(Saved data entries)

......

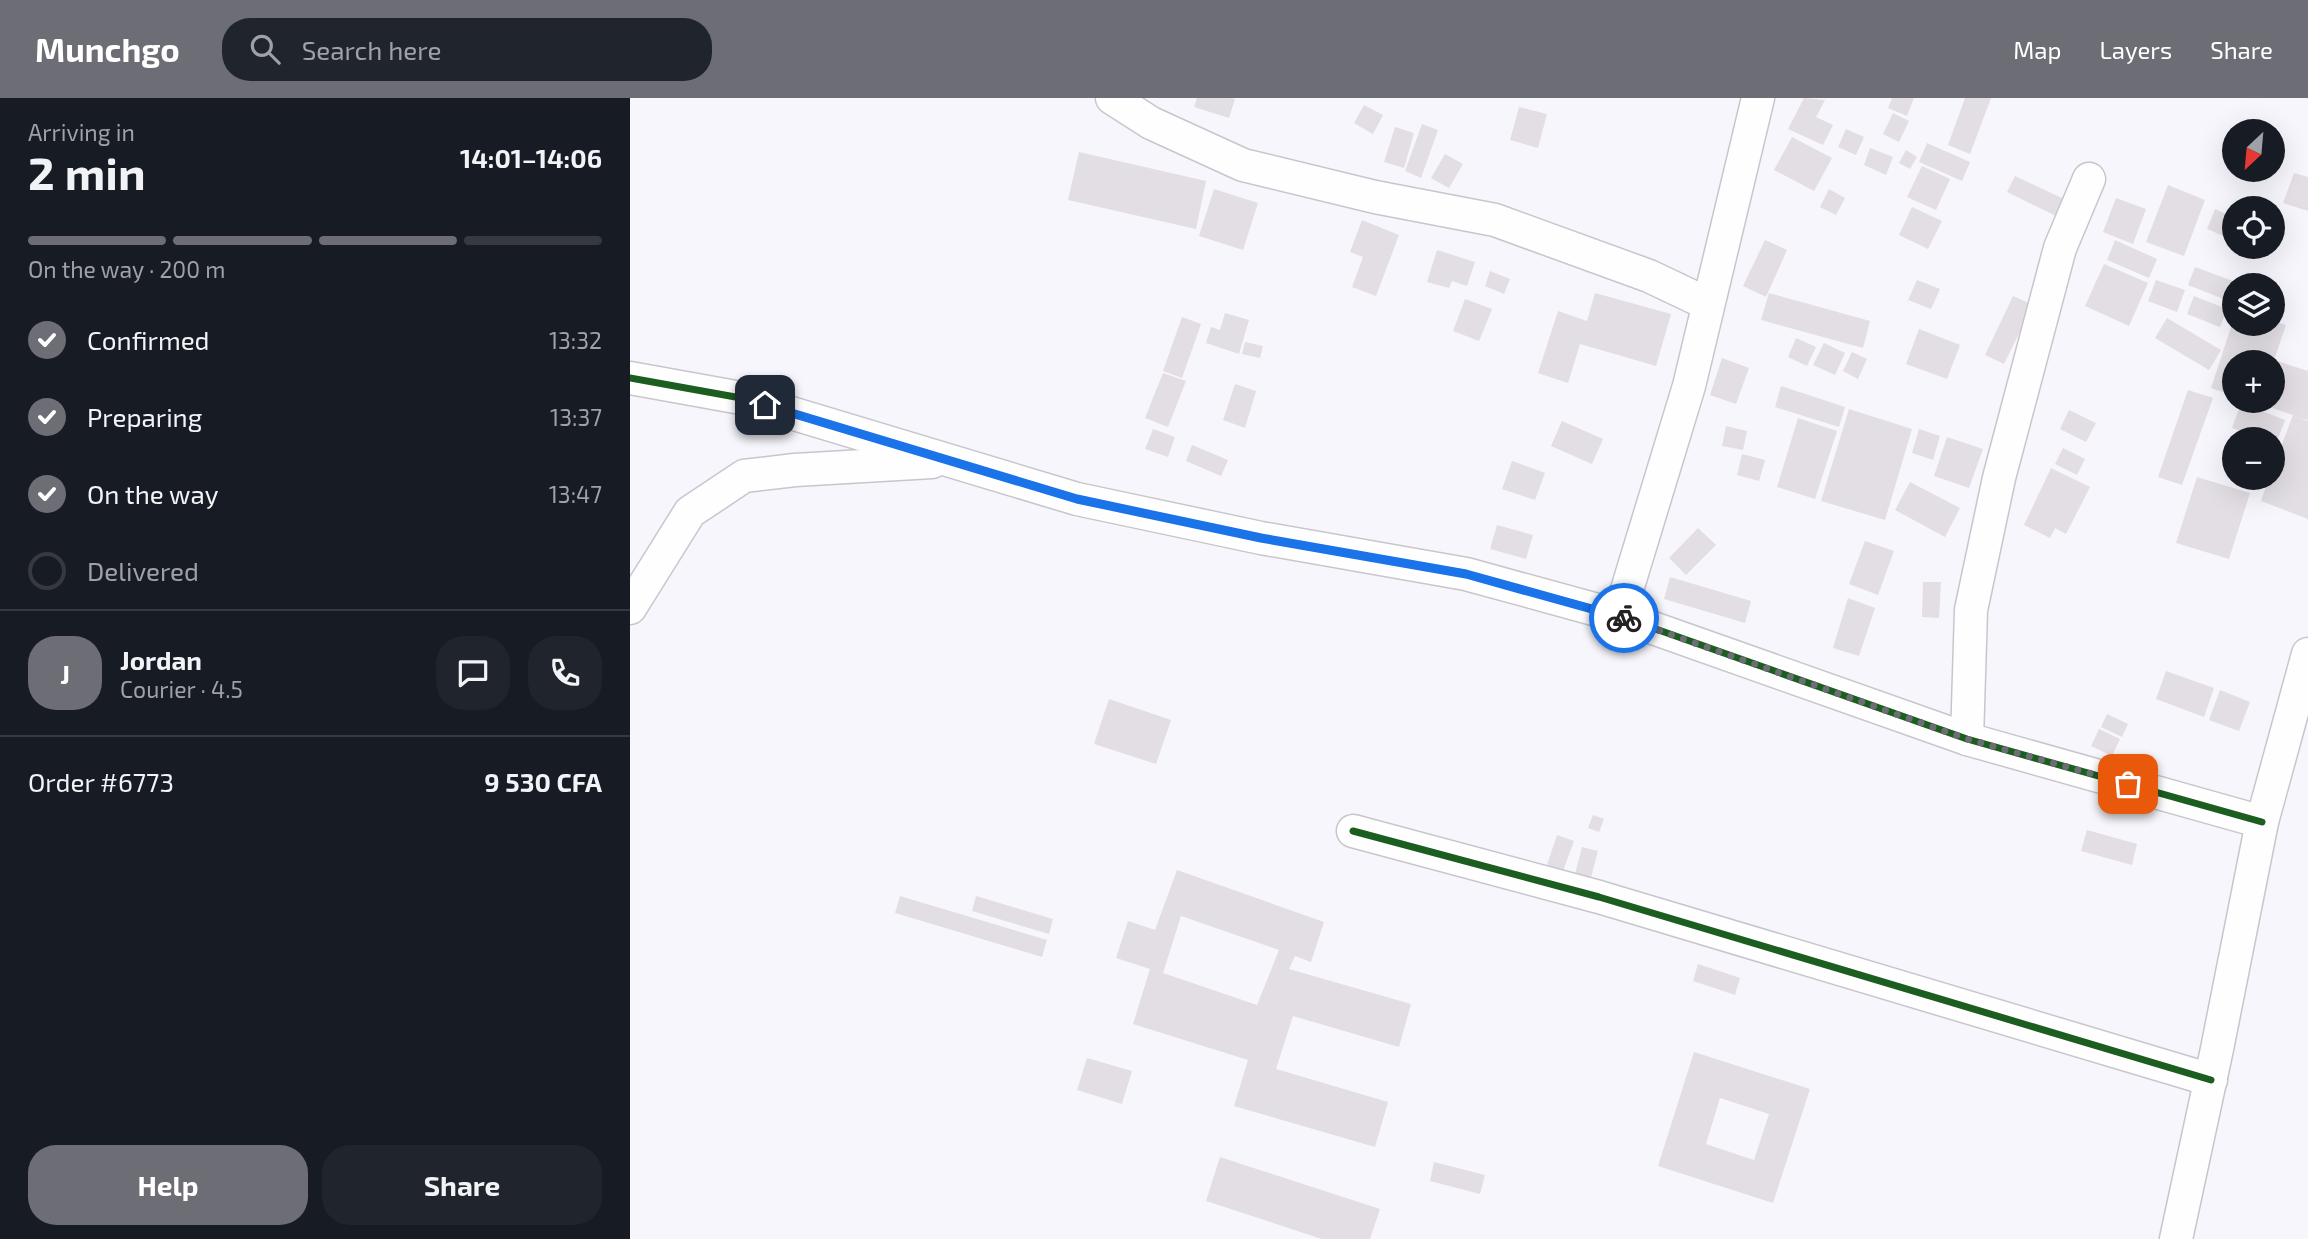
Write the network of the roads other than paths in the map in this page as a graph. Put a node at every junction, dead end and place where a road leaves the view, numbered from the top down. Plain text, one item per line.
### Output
1 (1112, 98) edge
2 (1758, 98) edge
3 (2089, 178) dead end
4 (1708, 304) junction
5 (630, 377) edge
6 (957, 461) junction
7 (630, 608) edge
8 (1619, 616) junction
9 (2308, 654) edge
10 (1967, 739) junction
11 (2262, 822) junction
12 (1353, 831) dead end
13 (2211, 1080) junction
14 (2176, 1239) edge

1 - 4 street
2 - 4 street
3 - 10 street
4 - 8 street
5 - 6 street
6 - 7 street
6 - 8 street
8 - 10 street
9 - 11 street
10 - 11 street
11 - 13 street
12 - 13 street
13 - 14 street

......

* _Exercise objective_:
Each line of the records above must be repeated exactly, but no picture belongs in the copy.

* _Reply to the exercise_:
Write the network of the roads other than paths in the map in this page as a graph. Put a node at every junction, dead end and place where a road leaves the view, numbered from the top down. Plain text, one item per line.
### Output
1 (1112, 98) edge
2 (1758, 98) edge
3 (2089, 178) dead end
4 (1708, 304) junction
5 (630, 377) edge
6 (957, 461) junction
7 (630, 608) edge
8 (1619, 616) junction
9 (2308, 654) edge
10 (1967, 739) junction
11 (2262, 822) junction
12 (1353, 831) dead end
13 (2211, 1080) junction
14 (2176, 1239) edge

1 - 4 street
2 - 4 street
3 - 10 street
4 - 8 street
5 - 6 street
6 - 7 street
6 - 8 street
8 - 10 street
9 - 11 street
10 - 11 street
11 - 13 street
12 - 13 street
13 - 14 street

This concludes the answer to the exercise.